Print version ISSN 0042-9686

Bull World Health Organ vol.79 n.12 Genebra Jan. 2001

http://dx.doi.org/10.1590/S0042-96862001001200022 

Caesarean section delivery, an increasingly popular option

The number of women having babies born by caesarean section is growing exponentially in many parts of the world, if a UK audit released in October by the Royal College of Obstetricians and Gynaecologists is anything to go by. The audit reports that 22% of British babies are now being born by this method, vs 4% 30 years ago. In parts of the country, rates of more than 24% are not uncommon.

Examples abound of other countries where caesarean section is enjoying unprecedented popularity. The US rate is about the same as that of the UK. In Chile, 40% of births are by this route, a record for Latin America. And in Brazil's public hospitals, up to 80% of pregnant women reportedly give birth by caesarean section. In sub-Saharan Africa, rates of around 22% and more are not uncommon.
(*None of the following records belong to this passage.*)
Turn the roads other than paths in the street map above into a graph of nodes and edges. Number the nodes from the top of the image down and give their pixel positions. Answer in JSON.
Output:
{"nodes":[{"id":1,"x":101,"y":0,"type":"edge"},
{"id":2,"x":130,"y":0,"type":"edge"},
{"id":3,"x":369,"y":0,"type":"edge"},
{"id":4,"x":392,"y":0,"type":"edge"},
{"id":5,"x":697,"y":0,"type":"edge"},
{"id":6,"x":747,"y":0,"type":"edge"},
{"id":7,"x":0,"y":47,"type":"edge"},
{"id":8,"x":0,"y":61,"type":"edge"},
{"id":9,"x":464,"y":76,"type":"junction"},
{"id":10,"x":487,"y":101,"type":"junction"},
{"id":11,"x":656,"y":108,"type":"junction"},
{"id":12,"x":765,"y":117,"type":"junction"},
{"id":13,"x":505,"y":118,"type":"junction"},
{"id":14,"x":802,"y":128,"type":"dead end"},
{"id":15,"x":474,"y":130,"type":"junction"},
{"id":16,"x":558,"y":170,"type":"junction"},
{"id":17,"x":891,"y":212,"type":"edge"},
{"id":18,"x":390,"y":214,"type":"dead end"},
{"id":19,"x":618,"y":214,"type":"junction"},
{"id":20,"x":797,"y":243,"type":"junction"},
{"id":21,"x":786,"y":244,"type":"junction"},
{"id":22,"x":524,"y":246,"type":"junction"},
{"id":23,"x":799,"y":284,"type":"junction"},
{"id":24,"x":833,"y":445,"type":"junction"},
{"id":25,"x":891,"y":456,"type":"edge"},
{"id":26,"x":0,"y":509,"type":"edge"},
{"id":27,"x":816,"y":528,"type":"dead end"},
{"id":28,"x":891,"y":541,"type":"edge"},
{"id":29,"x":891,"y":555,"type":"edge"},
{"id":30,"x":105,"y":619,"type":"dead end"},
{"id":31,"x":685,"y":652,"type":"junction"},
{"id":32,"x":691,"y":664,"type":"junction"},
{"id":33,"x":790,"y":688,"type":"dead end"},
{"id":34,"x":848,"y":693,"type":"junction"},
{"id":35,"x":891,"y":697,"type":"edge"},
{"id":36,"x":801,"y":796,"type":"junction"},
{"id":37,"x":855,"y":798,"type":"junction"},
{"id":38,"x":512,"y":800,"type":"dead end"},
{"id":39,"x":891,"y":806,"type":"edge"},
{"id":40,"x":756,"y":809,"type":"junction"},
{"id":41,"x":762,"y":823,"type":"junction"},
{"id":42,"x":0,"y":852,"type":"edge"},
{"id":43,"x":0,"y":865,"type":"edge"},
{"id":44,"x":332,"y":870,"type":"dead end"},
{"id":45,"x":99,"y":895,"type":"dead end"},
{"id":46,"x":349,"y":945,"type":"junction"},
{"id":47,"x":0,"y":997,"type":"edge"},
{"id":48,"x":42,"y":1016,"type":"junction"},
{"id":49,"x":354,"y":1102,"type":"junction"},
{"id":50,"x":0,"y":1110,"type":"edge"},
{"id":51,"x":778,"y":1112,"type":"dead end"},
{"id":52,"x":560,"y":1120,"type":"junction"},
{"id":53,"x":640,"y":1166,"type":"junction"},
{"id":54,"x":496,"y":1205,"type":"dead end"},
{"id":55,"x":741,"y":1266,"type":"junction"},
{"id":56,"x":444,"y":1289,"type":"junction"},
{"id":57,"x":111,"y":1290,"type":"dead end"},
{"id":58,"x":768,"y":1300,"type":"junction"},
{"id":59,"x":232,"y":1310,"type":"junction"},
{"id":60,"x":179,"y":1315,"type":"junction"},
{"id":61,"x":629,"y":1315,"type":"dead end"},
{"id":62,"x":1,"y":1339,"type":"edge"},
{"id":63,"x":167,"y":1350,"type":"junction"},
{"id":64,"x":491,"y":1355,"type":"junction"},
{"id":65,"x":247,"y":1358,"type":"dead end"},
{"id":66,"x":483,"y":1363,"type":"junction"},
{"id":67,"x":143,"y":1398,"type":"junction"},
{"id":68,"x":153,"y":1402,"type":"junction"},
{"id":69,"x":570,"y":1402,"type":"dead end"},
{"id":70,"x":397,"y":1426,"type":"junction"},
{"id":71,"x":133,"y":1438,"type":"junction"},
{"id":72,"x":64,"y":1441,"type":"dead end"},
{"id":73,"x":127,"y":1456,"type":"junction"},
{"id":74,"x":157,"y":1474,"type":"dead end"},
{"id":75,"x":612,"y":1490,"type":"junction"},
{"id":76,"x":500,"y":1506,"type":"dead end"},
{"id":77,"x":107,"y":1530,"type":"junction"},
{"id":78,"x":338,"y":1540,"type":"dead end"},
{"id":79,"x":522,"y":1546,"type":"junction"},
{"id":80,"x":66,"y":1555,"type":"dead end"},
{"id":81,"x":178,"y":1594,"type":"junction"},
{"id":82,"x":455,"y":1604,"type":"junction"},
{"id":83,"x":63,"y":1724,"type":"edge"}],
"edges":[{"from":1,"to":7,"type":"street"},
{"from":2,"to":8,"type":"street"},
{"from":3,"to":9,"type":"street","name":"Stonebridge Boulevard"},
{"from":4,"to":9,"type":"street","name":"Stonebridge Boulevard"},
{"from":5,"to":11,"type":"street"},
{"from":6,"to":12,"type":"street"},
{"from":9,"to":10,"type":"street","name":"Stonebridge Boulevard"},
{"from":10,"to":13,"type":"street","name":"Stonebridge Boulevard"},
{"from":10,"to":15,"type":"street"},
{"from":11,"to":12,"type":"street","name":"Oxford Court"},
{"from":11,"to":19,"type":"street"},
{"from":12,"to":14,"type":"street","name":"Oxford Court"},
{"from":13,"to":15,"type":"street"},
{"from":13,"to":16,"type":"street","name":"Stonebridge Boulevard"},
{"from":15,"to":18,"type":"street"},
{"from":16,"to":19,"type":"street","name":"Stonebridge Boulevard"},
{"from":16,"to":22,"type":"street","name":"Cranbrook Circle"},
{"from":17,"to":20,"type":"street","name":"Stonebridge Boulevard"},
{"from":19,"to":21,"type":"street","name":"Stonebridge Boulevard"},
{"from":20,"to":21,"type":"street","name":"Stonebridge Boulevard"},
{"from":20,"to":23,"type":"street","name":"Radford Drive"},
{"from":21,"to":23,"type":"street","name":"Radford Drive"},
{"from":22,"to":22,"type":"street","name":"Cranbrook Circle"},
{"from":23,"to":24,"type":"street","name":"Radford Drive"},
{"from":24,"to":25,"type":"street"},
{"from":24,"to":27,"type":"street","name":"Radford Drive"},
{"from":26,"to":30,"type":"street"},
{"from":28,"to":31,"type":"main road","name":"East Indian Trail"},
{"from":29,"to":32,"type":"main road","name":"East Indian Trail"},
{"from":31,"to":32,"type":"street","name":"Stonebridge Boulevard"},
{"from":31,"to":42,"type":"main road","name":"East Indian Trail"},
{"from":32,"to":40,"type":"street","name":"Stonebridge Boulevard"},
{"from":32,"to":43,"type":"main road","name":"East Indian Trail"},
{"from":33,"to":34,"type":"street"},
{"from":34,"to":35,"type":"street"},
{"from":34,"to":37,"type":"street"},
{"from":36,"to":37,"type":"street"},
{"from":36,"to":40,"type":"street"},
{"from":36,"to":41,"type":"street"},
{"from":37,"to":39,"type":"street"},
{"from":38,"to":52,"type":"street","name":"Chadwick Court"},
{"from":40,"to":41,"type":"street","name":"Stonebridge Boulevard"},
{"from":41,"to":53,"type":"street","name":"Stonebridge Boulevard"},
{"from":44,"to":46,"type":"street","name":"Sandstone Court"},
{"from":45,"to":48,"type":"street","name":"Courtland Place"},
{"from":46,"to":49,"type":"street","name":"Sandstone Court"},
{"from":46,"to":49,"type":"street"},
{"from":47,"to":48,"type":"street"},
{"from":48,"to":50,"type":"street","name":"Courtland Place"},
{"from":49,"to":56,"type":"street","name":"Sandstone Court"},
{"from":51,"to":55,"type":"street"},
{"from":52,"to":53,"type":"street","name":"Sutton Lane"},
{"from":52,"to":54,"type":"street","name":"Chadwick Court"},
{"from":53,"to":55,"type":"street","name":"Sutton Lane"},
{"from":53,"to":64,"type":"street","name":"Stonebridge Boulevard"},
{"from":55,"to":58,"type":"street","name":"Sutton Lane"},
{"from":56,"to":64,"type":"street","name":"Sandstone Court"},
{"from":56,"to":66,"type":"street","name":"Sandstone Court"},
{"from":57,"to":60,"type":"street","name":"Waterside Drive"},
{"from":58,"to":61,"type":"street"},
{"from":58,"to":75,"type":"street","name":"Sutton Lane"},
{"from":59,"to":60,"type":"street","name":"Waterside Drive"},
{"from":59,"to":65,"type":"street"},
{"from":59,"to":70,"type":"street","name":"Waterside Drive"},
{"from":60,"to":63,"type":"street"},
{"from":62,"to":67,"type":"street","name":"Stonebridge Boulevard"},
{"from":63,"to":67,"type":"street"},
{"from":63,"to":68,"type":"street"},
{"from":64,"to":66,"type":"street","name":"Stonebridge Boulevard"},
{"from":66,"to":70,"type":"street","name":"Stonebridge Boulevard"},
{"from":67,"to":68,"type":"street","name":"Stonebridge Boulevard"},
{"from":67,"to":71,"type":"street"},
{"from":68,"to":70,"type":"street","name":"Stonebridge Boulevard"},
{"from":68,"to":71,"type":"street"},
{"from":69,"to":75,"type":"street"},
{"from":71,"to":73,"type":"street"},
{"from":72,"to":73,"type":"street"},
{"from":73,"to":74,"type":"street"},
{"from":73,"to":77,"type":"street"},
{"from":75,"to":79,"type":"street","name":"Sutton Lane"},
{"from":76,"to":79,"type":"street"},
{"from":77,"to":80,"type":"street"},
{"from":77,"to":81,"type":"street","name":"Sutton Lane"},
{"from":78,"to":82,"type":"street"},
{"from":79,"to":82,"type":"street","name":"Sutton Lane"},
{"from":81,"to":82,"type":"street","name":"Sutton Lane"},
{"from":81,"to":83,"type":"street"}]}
Clearly, in both industrialized and developing countries WHO's recommended rate of 15% doesn't carry much weight. Dr José Villar, WHO's coordinator for family and community health, says this level was established by about 1985 and represents "a reasonable figure set in accordance with expert opinion and based on what was known at the time".

Why the growing popularity of caesarean delivery? Convenience may be one reason: with caesarean section, a woman — and her obstetrician — can choose the time of childbirth. Safety could be another.
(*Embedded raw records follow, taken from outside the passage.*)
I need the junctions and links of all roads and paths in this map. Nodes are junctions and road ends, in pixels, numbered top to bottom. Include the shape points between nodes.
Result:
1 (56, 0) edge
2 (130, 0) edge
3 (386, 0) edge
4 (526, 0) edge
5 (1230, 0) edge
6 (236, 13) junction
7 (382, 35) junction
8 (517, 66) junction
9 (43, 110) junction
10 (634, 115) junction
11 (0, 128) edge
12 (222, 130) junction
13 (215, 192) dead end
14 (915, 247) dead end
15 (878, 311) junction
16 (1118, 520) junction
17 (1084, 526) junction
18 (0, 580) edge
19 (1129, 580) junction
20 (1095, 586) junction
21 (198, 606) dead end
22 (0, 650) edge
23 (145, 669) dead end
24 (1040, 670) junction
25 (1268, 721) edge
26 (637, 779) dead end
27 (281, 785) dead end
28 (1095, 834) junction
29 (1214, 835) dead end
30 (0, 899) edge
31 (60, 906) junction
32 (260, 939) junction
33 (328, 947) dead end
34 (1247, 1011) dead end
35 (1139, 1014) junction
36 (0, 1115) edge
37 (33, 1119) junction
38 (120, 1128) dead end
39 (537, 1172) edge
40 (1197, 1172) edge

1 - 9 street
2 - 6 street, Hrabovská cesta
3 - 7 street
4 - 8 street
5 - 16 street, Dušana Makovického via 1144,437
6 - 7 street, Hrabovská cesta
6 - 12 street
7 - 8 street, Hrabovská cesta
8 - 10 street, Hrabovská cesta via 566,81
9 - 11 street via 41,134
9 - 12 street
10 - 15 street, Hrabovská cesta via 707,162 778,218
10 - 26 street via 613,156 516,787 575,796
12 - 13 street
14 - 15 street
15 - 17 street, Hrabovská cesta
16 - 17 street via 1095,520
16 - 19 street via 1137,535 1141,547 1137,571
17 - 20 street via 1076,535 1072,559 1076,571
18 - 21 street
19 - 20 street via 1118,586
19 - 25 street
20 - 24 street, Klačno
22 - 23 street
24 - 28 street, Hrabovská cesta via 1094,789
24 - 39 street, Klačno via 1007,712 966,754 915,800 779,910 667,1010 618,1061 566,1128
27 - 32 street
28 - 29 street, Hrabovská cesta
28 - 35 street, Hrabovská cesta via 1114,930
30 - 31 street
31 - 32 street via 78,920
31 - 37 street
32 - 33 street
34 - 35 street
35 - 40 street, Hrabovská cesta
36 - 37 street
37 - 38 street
Dr Alexandre Dumont of Senegal's health ministry notes in a review of caesarean section use in Africa (published in the 20 October 2001 issue of The Lancet), that three- quarters of caesarean deliveries in sub- Saharan hospitals are nearly all carried out for one or more of six reasons — protracted labour, previous caesarean section, difficult fetal presentation, premature detachment of the placenta (abruptio placentae), placental presentation (placenta praevia), and eclampsia. Caesarean section, he says, is "one of the most effective means of reducing maternal mortality".

It also seems to be relatively safe, compared with vaginal delivery. A randomized 26-country trial in 2088 breech presentation pregnancies, reported in the 27 March 1999 issue of The Lancet by Canada's term breech trial collaborative group, found significantly lower perinatal and neonatal mortality rates and lower severe neonatal morbidity rates for the pregnancies where caesarean delivery was chosen than for the group of women who delivered by the vaginal route. In the same issue of The Lancet, the European mode of delivery collaboration, a consortium of 43 obstetric clinics in six European countries, reported evidence from a randomized clinical trial involving 436 women that caesarean section significantly lowers the risk of mother-to-child transmission of HIV infection without increasing the risk of complications to the mother.

Villar and his colleagues believe that there is "an unfortunate imbalance": some high-risk populations with very low caesarean section rates should increase the availability of caesarean section, where indicated by obstetrical complications. Other populations, with very high rates, might introduce ways of discouraging unnecessary recourse to caesarean section. But just what "excessive" is and what the right rate should be await definition. "We are collaborating with all interested parties around the world," says Villar, "in order to identify what a realistic and safe range would be."